• What you are asked to do:
Look through the records and copy every line in which "that" appears.

• Dataset records:
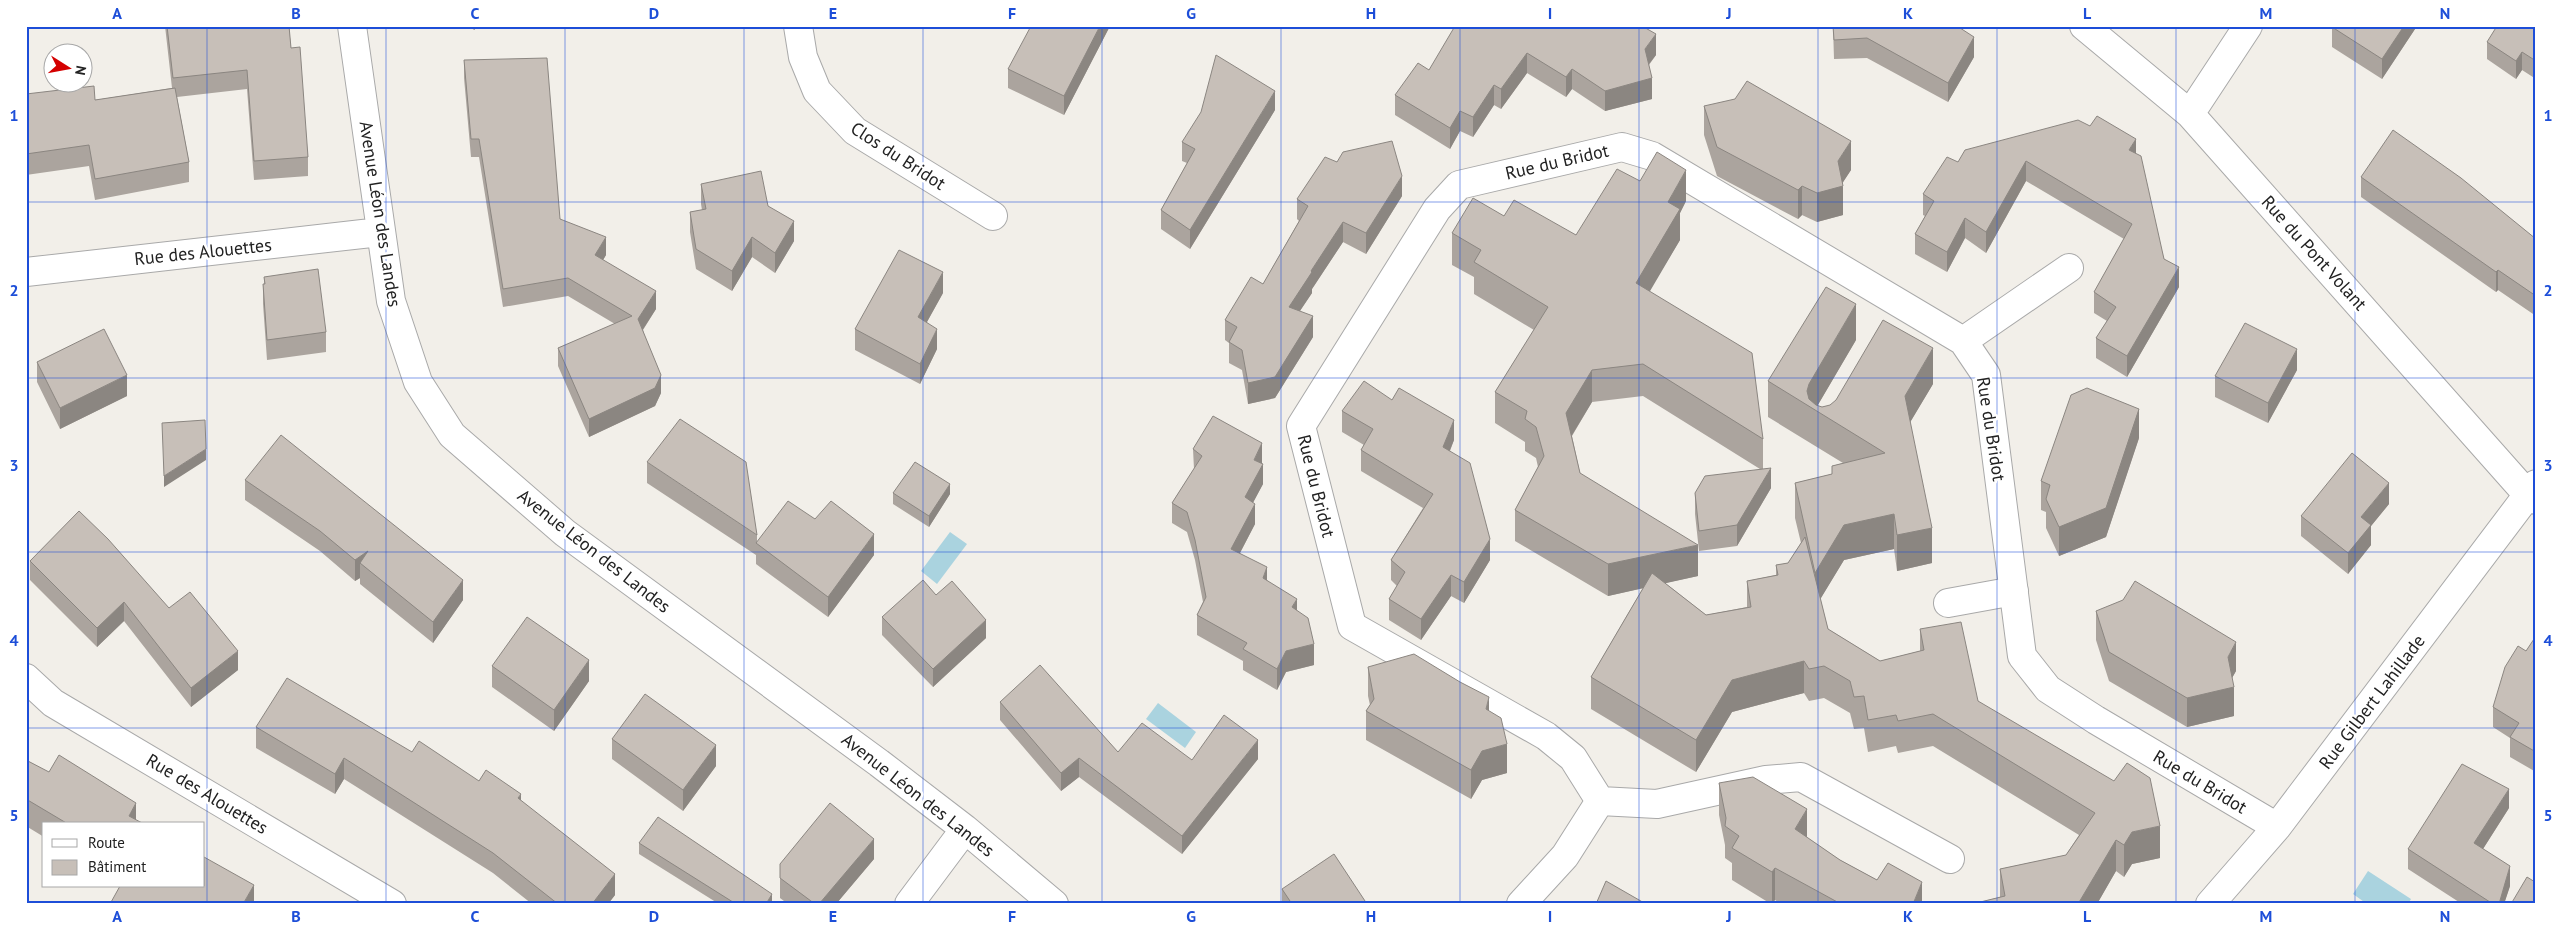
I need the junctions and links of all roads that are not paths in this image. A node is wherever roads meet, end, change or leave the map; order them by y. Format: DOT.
==
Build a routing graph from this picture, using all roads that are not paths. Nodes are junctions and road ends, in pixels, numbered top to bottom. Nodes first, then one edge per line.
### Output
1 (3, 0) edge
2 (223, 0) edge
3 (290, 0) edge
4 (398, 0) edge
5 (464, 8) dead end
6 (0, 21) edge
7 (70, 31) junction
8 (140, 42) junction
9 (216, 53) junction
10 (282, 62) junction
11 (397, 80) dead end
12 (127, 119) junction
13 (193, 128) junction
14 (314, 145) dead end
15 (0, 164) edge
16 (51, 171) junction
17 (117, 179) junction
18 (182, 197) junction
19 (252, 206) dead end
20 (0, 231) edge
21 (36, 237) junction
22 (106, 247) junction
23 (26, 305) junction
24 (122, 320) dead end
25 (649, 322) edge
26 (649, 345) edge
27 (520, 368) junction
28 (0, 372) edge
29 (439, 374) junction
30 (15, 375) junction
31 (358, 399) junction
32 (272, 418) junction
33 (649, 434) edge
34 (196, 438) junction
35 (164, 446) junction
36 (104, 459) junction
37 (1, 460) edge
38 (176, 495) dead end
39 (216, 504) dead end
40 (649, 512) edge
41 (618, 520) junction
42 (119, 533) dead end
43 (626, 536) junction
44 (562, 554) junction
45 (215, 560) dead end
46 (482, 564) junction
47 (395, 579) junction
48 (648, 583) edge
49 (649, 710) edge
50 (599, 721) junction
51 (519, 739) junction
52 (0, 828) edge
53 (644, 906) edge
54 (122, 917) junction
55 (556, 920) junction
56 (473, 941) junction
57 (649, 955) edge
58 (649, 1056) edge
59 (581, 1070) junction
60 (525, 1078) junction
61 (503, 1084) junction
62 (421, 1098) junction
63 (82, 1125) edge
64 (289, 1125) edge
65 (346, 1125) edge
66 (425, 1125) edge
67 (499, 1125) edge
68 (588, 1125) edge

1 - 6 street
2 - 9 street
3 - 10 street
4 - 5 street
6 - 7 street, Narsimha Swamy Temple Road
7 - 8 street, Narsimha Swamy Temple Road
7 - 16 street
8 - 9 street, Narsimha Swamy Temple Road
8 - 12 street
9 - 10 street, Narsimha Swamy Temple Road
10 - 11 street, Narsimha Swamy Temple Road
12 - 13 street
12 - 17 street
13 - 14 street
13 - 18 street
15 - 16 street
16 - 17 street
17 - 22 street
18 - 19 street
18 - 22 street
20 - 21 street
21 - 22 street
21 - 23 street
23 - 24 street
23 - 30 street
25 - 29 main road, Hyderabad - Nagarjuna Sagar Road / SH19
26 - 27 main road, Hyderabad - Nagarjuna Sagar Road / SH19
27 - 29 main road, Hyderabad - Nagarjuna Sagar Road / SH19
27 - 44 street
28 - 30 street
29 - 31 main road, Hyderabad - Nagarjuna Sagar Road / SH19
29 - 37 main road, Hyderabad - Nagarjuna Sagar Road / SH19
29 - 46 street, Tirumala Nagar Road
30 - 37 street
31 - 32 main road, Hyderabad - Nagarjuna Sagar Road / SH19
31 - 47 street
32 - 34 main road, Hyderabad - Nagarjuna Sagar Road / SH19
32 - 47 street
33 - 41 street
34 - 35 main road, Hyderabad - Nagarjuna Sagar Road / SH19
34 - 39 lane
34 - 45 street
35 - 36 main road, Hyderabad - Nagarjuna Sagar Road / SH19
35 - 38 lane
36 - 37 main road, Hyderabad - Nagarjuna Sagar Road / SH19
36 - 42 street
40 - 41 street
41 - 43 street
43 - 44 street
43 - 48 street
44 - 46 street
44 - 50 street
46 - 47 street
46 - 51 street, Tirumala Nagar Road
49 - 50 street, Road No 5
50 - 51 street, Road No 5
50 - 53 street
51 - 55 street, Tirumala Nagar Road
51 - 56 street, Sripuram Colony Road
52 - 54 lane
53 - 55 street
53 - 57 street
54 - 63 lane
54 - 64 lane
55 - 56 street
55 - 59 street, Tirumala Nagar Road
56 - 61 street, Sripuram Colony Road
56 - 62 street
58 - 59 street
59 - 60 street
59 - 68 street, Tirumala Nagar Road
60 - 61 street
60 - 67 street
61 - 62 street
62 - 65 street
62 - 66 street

• Expected answer:
I need the junctions and links of all roads that are not paths in this image. A node is wherever roads meet, end, change or leave the map; order them by y. Format: DOT.
Build a routing graph from this picture, using all roads that are not paths. Nodes are junctions and road ends, in pixels, numbered top to bottom. Nodes first, then one edge per line.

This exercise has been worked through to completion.